Saved entries
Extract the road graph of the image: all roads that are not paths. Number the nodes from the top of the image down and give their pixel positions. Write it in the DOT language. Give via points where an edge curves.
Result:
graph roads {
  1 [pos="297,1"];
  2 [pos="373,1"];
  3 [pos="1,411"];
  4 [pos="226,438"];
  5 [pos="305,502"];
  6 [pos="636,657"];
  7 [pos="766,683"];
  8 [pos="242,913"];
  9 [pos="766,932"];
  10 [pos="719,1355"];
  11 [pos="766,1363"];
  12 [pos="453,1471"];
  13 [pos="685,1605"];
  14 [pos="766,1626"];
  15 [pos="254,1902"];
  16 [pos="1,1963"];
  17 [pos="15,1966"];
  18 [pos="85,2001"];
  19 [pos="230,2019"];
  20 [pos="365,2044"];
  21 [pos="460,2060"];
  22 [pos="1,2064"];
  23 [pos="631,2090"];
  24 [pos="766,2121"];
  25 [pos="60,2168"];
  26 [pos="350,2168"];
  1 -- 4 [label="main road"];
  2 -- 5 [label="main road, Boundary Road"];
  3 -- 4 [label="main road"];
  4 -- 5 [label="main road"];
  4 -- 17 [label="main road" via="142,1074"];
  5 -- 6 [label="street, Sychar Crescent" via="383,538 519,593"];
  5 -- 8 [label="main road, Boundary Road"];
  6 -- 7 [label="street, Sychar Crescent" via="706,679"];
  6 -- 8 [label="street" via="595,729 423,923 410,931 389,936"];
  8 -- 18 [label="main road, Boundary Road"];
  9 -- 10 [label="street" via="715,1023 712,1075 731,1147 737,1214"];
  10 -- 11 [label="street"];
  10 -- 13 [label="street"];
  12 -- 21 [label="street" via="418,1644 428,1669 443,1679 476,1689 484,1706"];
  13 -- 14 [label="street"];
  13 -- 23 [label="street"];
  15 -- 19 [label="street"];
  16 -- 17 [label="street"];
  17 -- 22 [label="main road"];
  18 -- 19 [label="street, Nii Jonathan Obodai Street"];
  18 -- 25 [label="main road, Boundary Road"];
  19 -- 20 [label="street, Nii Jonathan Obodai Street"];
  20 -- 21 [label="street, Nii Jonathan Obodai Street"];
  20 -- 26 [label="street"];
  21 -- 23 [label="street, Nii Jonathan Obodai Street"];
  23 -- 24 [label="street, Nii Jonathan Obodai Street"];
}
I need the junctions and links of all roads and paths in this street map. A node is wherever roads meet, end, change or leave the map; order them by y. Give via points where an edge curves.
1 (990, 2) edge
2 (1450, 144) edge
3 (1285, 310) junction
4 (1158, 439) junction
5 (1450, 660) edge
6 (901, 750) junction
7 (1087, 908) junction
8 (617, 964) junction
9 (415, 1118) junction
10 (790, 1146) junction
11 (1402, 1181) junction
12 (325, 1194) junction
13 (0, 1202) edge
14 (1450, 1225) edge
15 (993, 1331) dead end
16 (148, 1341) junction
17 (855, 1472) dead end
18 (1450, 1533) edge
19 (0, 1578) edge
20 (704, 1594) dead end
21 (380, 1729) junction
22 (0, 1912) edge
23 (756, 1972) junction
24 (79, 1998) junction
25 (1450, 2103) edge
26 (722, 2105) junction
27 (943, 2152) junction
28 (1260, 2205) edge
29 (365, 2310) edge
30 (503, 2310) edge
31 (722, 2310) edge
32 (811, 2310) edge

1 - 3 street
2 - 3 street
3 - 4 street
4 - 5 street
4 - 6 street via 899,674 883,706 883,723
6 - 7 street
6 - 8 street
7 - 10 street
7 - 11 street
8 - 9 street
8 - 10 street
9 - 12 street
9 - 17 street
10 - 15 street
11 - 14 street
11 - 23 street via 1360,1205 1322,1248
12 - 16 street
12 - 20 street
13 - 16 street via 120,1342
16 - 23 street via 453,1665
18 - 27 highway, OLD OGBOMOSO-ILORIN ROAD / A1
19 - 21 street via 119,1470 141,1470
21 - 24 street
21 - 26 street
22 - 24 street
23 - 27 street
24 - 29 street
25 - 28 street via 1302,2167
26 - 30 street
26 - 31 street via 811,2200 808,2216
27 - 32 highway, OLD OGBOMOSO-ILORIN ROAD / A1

> [What you have to do]:
Search the data above for the word "ILORIN". Copy each line it is in.

> [Task result]:
18 - 27 highway, OLD OGBOMOSO-ILORIN ROAD / A1
27 - 32 highway, OLD OGBOMOSO-ILORIN ROAD / A1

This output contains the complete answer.